Requirement: Within the listing below, show every line that contains the word "canvas".

Available data:
=== Begin Enclosure ===
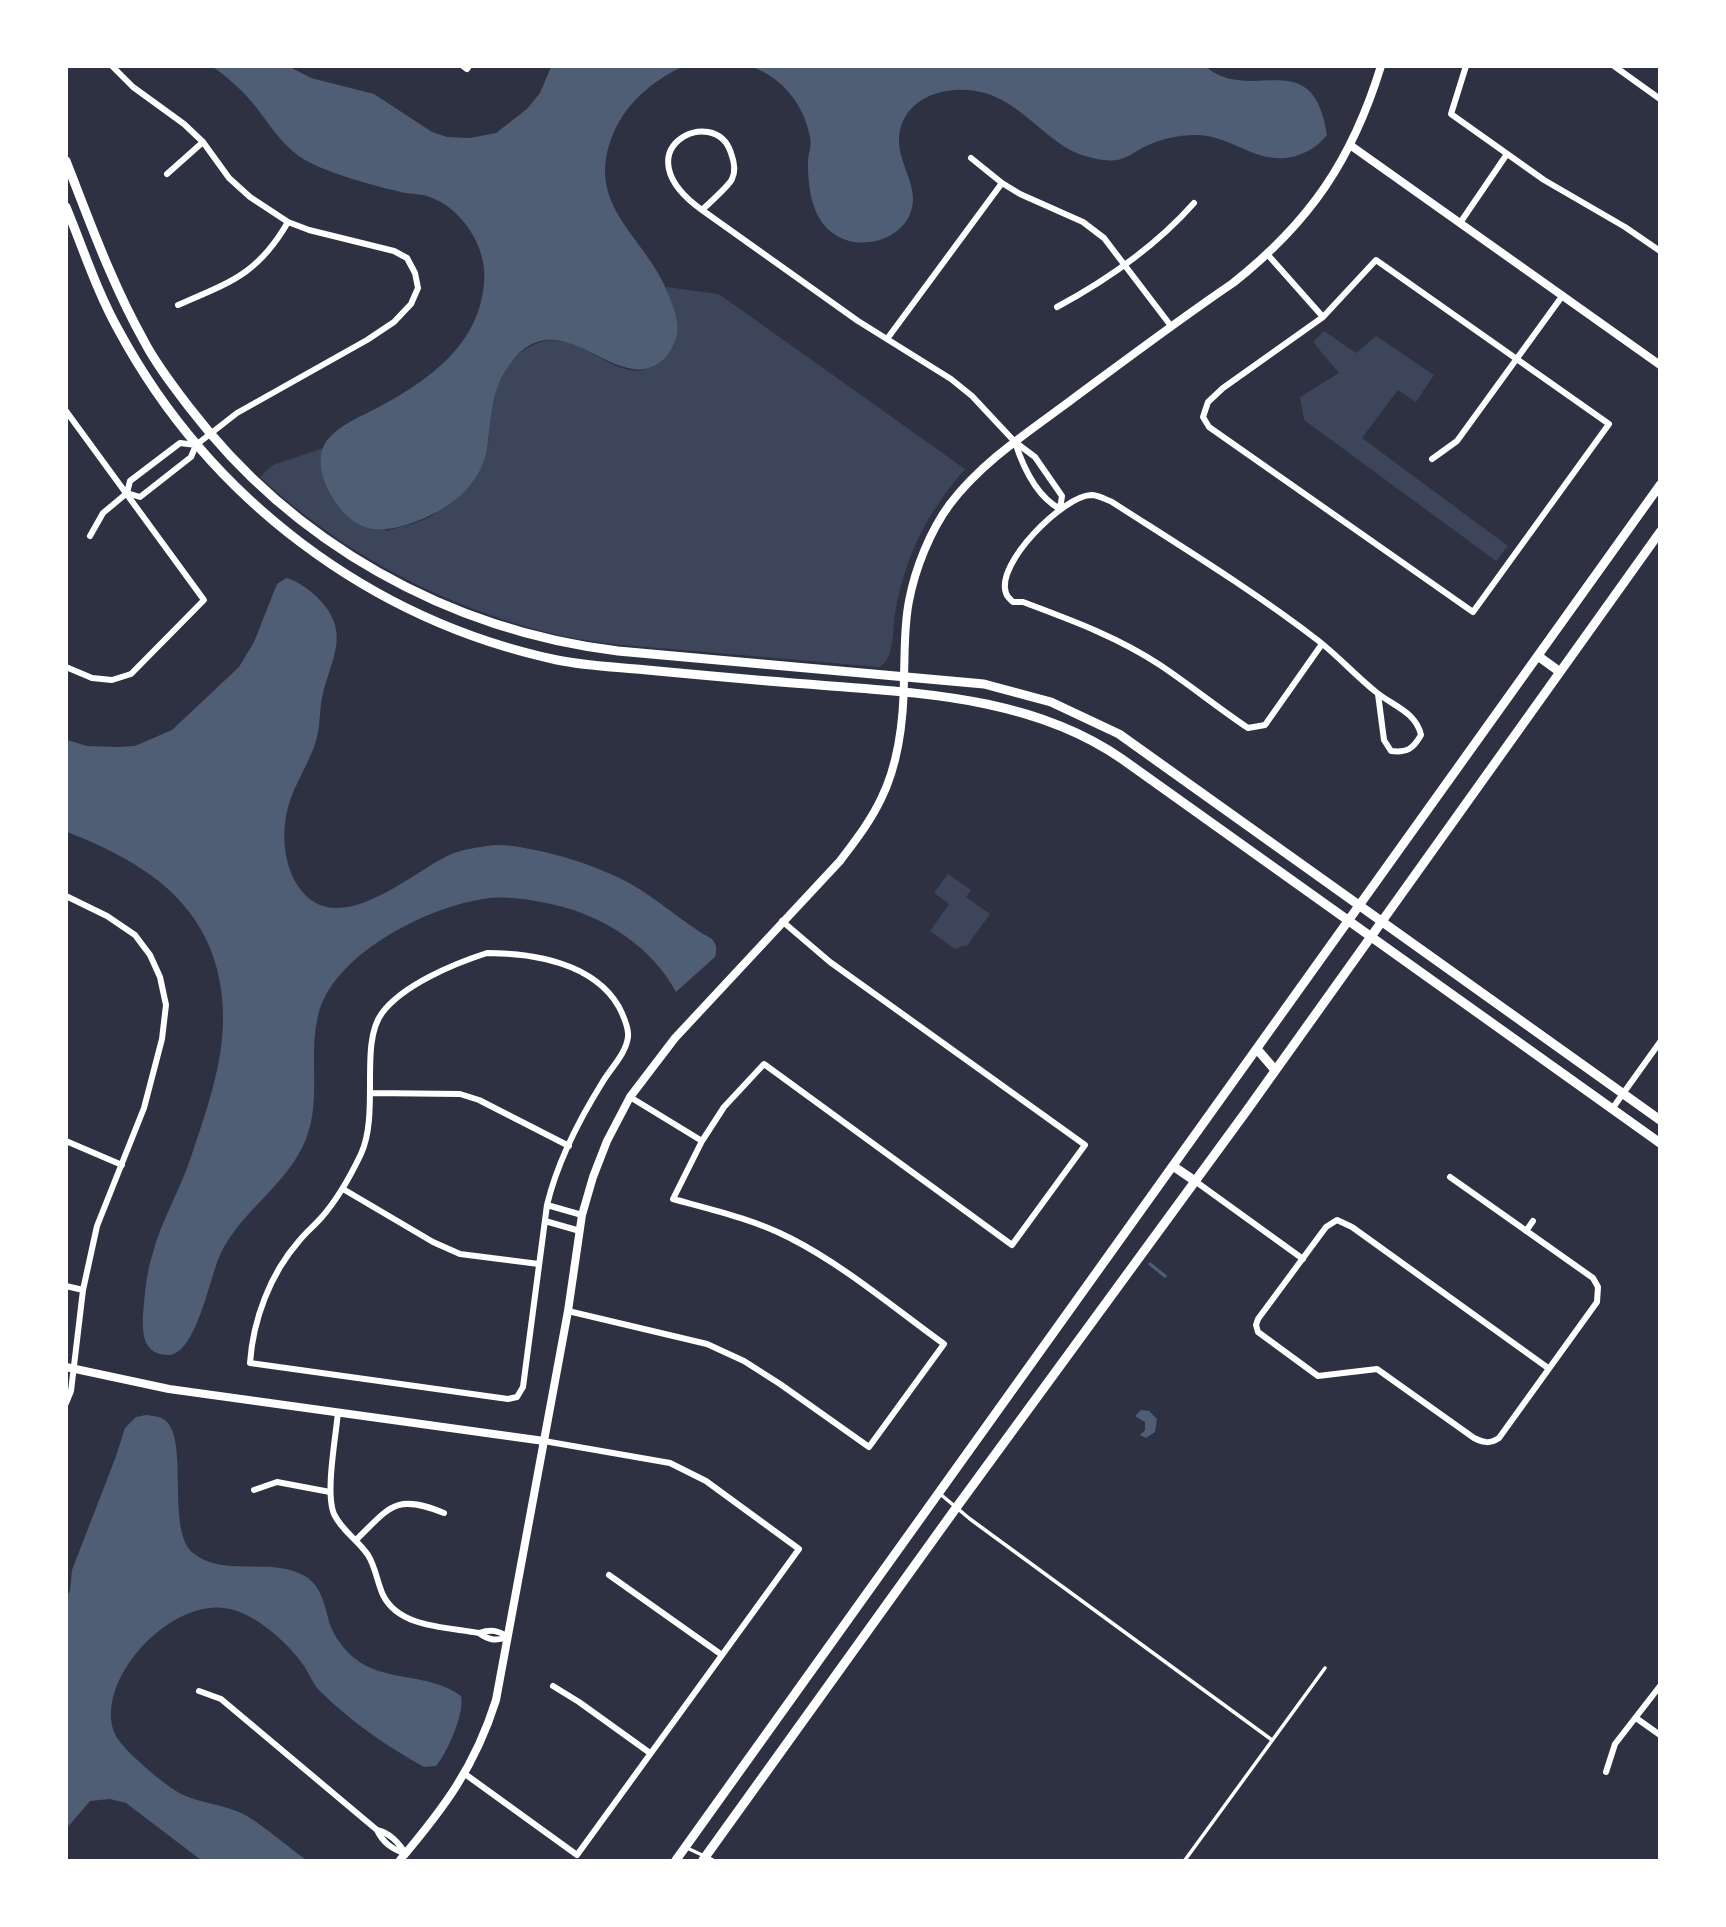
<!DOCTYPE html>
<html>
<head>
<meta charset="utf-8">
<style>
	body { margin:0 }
	#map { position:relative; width:1726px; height:1927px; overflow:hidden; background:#2d3142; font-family:"Alegreya Sans",sans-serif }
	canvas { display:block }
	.frame { position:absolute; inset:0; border:68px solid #fff; pointer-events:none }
</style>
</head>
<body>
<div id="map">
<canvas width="1726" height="1927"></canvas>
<div class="frame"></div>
</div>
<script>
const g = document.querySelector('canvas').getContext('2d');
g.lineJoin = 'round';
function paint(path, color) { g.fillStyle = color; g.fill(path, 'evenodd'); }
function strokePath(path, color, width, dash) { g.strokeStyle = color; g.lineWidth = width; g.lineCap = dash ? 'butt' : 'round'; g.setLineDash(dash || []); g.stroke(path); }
const green = new Path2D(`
	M666,287L719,294L965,469C928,512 907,552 896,608C892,625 896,659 879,667C817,662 755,656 694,651C650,647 604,645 562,636C448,609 345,556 260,477L273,465L323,448C318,466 327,498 342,509C356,518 373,523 387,531C402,526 420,523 433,515C439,511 485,455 487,449C489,441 489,431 490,423C493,392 502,361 531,346C570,326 597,365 631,370C642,372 653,368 661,361C685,341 675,313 666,287Z
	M1324,331L1356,353L1376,336L1434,375L1416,402L1398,390L1362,438L1508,546L1496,561L1304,420L1300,397L1339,373L1313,342Z
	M948,874L971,890L966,897L990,914L966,947L965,945L955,949L930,931L949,904L934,893Z`);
const water = new Path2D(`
	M213,67H290L311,78L374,94L432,132L447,137L470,138L496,133L527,109L540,93L551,67H682C654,80 627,102 614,132C581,207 648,236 670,298C674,309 679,322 677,334C675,344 670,353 663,360C617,400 560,295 510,364C490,390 492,418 487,449C480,488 446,511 412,523C393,529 373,534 355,522C333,508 307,462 329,438C341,424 362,416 379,407C429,380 479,345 484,283C488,248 462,207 427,196C420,194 412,194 405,193C375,186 325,173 300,157C280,143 267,120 251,101C240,88 227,77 213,67Z
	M752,67H1206C1252,105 1313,42 1327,135C1317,147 1307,153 1292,157C1256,165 1230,134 1195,135C1178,135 1160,139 1144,147C1136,151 1129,157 1121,159C1108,163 1091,158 1079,154C1042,139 1019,98 976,91C936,84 892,105 900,151C903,166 912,181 913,197C914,231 878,248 849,241C814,231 808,195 808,163C808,154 812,145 810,137C804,105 783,78 752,67Z
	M286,578C298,581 308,589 317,597C349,629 335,652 324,689C319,706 321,724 316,741C309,764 295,783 289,804C281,830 283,864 298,886C335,942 407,876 447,856C459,850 474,848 487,846C504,843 524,848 540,851C571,858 601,868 629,883C658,899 683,923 712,939C717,945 717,949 715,957L676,992C652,947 604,916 555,905C532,900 507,895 483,899C425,908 332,955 318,1016C308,1057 322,1098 306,1139C288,1185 241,1210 220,1255C210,1277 196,1354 169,1355C143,1355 142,1334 143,1314C145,1294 146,1275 152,1256C161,1220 181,1189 192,1154C201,1127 211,1098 217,1070C228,1023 225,970 200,928C172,879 118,852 67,832V740L87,746L118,747L135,746L172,730L239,667L254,642L277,584Z
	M1141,1410L1149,1411L1157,1419L1155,1432L1146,1438L1140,1435L1145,1430V1422L1135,1416Z
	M146,1415C152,1416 161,1416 166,1421C189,1442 166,1530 193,1553C222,1577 269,1558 301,1574C323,1584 324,1607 331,1627C336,1639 344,1649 353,1657C383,1683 430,1672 461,1696C465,1713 447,1753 436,1766L424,1767C388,1747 351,1722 321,1692C313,1685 310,1675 304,1666C289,1644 260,1618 234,1610C175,1591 92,1680 115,1734C121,1749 167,1787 181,1794C202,1804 226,1804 247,1816C268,1829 287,1846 306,1860H201L126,1803L110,1799L90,1801L67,1828V1596L70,1591L72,1570L115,1459L125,1428L136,1417Z`);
const stream = new Path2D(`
	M1150,1264L1165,1276`);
const service = new Path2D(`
	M939,1493L970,1519L1272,1740
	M687,1848L713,1860
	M1185,1860L1325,1668`);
const minor = new Path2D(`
	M112,66L133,87L184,124L203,142L229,178L250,197L288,222L309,230L394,251L407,258L415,273L418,288L411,304L394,322L367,340L237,413L196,445L191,457L140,497L127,493
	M463,66L467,69L469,66
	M1466,66L1451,114L1544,180L1625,227L1660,251
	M1614,66L1660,99
	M971,158L1002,183L1020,194L1083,222L1104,238L1171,326
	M167,174L203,142
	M702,210C708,204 729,186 732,179C736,171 734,161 731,153C715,102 618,150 702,210L858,321L951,379L972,396L1015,442L1035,457L1062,496L1060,509C1036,496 1023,467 1015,442
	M1460,223L1507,154
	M1268,255L1323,317
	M1376,260L1609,424L1473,612L1209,427L1203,417L1208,402L1223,388L1323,317Z
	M178,305C231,282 258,274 288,222
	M1057,307C1107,280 1156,246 1194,203
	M887,339L1002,183
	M66,411L204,600L131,674L112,680L92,678L66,667
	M1432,459L1457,441L1563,295
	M90,536L103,513L127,493L130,481L180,443L196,445
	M1322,644L1265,725L1248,728C1218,708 1190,685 1160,665C1118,637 1071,620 1023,602H1013C1010,599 1007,597 1006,593C995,564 1063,496 1091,495C1098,495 1105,499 1112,502C1182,547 1254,591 1320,642C1340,658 1357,677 1376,692C1393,706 1416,712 1421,735C1413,749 1407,753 1391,751L1384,740L1378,694
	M66,896L107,916L135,935L150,955L160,977L166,1005L162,1039L144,1108L97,1226L83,1290L71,1391L66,1403
	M487,953C533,953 594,963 619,1007C623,1015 629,1028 628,1037C626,1054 610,1069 602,1083C579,1120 557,1163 547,1205L523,1387L517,1397L508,1399L250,1363C253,1320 270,1274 299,1241C306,1232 314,1226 321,1218C338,1199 350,1177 361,1154C380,1112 359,1044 382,1013C403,985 453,964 487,953Z
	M371,1093L460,1094L479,1100L569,1146
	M630,1097L702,1141
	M1612,1109L1660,1042
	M66,1141L122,1165
	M1450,1177L1593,1278L1598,1287L1597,1302L1499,1438C1490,1444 1484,1443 1474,1438L1377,1369L1318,1376L1258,1332L1256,1325L1258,1319L1326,1227L1337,1220L1352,1227L1548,1368
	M1195,1181L1303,1259
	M343,1189L433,1242L460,1254L539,1264
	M547,1205L582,1215
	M545,1221L580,1231
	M1526,1231L1533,1221
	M66,1286L83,1290
	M568,1311L707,1344L744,1361L780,1384L869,1447L944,1344C894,1308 845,1266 790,1238C753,1219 713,1210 673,1199L702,1141L724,1107L764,1064L1012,1245L1085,1145L830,962L782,921
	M338,1412C336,1436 325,1493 334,1514C341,1530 358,1540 368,1555C376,1568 377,1582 383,1595C399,1628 447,1627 479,1633C490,1641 496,1641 508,1637
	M254,1490L277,1482L330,1492
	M356,1540C390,1507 395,1493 444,1513
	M609,1575L722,1655
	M479,1633C491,1629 497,1630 508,1637
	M553,1686L579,1702L650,1753
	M199,1691L221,1699L377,1830C390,1833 398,1842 406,1854
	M1636,1718L1660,1735
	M1606,1772L1615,1744L1660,1686
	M465,1774L577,1855L799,1549L706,1481L670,1463L544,1441
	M377,1830C383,1843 392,1849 406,1854`);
const tertiary = new Path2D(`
	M1350,145L1660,365
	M66,1367L169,1389L544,1441
	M400,1860C444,1808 475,1767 496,1700L568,1311L582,1215L593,1177L607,1141L630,1097L675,1038L840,861C855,841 870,822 881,799C899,763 904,715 904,675C905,650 904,626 909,601C915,569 930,531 950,504C982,462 1028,432 1070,401C1124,361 1177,321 1233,283C1310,222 1352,160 1381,66`);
const secondary = new Path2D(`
	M66,161C90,222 112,284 144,341C156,364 173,386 189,407C293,543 447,630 618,651L984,684L1051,702L1119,734L1660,1120
	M66,207C83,248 97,292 119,331C210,499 370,620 557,660C586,666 617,667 647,670C700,675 753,680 807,684C914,693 1030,695 1122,759L1660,1143
	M1538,656L1560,672
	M1257,1049L1275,1070
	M1173,1166L1195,1181
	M676,1860L1660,485
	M703,1860L956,1508L1245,1113L1660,532`);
paint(green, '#3c4559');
paint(water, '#4f5d75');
strokePath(stream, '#4f5d75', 3.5);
strokePath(service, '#fff', 3.5);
strokePath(minor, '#fff', 6);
strokePath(tertiary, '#fff', 8);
strokePath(secondary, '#fff', 9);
</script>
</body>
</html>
=== End Enclosure ===
Solution to the problem:
	canvas { display:block }
<canvas width="1726" height="1927"></canvas>
const g = document.querySelector('canvas').getContext('2d');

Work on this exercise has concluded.